*** Entries shown

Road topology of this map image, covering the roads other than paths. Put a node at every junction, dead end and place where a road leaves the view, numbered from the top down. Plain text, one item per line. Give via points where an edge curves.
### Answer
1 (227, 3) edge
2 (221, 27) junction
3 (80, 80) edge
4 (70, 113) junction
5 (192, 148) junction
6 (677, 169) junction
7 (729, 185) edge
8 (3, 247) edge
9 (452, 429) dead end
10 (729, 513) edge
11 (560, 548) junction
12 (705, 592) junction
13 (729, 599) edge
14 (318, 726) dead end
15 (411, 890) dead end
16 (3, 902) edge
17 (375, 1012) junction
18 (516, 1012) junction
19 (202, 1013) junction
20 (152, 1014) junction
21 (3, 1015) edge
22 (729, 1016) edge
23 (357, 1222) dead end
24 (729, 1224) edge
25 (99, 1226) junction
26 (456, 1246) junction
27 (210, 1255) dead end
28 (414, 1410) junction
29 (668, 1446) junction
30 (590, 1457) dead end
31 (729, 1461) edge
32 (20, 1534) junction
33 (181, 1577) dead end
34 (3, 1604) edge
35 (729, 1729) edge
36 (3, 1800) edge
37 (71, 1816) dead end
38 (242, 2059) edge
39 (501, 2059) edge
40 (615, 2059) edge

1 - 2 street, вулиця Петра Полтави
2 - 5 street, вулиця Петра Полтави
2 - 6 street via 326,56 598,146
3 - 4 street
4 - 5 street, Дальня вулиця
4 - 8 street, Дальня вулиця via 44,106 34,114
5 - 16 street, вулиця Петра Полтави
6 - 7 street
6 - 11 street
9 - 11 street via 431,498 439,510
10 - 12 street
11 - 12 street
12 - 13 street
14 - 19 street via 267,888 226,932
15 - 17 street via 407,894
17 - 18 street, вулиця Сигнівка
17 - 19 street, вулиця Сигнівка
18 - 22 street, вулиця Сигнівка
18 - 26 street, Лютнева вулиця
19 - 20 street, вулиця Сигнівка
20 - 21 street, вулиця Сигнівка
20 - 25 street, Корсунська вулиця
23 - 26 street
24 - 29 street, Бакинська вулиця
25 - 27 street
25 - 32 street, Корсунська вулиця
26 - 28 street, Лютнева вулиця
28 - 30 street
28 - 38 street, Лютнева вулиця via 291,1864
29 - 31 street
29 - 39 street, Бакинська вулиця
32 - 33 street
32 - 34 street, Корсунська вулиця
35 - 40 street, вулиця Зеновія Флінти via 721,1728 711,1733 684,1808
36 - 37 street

******

Send back all of the material exactly as given.

### Expected answer
Road topology of this map image, covering the roads other than paths. Put a node at every junction, dead end and place where a road leaves the view, numbered from the top down. Plain text, one item per line. Give via points where an edge curves.
### Answer
1 (227, 3) edge
2 (221, 27) junction
3 (80, 80) edge
4 (70, 113) junction
5 (192, 148) junction
6 (677, 169) junction
7 (729, 185) edge
8 (3, 247) edge
9 (452, 429) dead end
10 (729, 513) edge
11 (560, 548) junction
12 (705, 592) junction
13 (729, 599) edge
14 (318, 726) dead end
15 (411, 890) dead end
16 (3, 902) edge
17 (375, 1012) junction
18 (516, 1012) junction
19 (202, 1013) junction
20 (152, 1014) junction
21 (3, 1015) edge
22 (729, 1016) edge
23 (357, 1222) dead end
24 (729, 1224) edge
25 (99, 1226) junction
26 (456, 1246) junction
27 (210, 1255) dead end
28 (414, 1410) junction
29 (668, 1446) junction
30 (590, 1457) dead end
31 (729, 1461) edge
32 (20, 1534) junction
33 (181, 1577) dead end
34 (3, 1604) edge
35 (729, 1729) edge
36 (3, 1800) edge
37 (71, 1816) dead end
38 (242, 2059) edge
39 (501, 2059) edge
40 (615, 2059) edge

1 - 2 street, вулиця Петра Полтави
2 - 5 street, вулиця Петра Полтави
2 - 6 street via 326,56 598,146
3 - 4 street
4 - 5 street, Дальня вулиця
4 - 8 street, Дальня вулиця via 44,106 34,114
5 - 16 street, вулиця Петра Полтави
6 - 7 street
6 - 11 street
9 - 11 street via 431,498 439,510
10 - 12 street
11 - 12 street
12 - 13 street
14 - 19 street via 267,888 226,932
15 - 17 street via 407,894
17 - 18 street, вулиця Сигнівка
17 - 19 street, вулиця Сигнівка
18 - 22 street, вулиця Сигнівка
18 - 26 street, Лютнева вулиця
19 - 20 street, вулиця Сигнівка
20 - 21 street, вулиця Сигнівка
20 - 25 street, Корсунська вулиця
23 - 26 street
24 - 29 street, Бакинська вулиця
25 - 27 street
25 - 32 street, Корсунська вулиця
26 - 28 street, Лютнева вулиця
28 - 30 street
28 - 38 street, Лютнева вулиця via 291,1864
29 - 31 street
29 - 39 street, Бакинська вулиця
32 - 33 street
32 - 34 street, Корсунська вулиця
35 - 40 street, вулиця Зеновія Флінти via 721,1728 711,1733 684,1808
36 - 37 street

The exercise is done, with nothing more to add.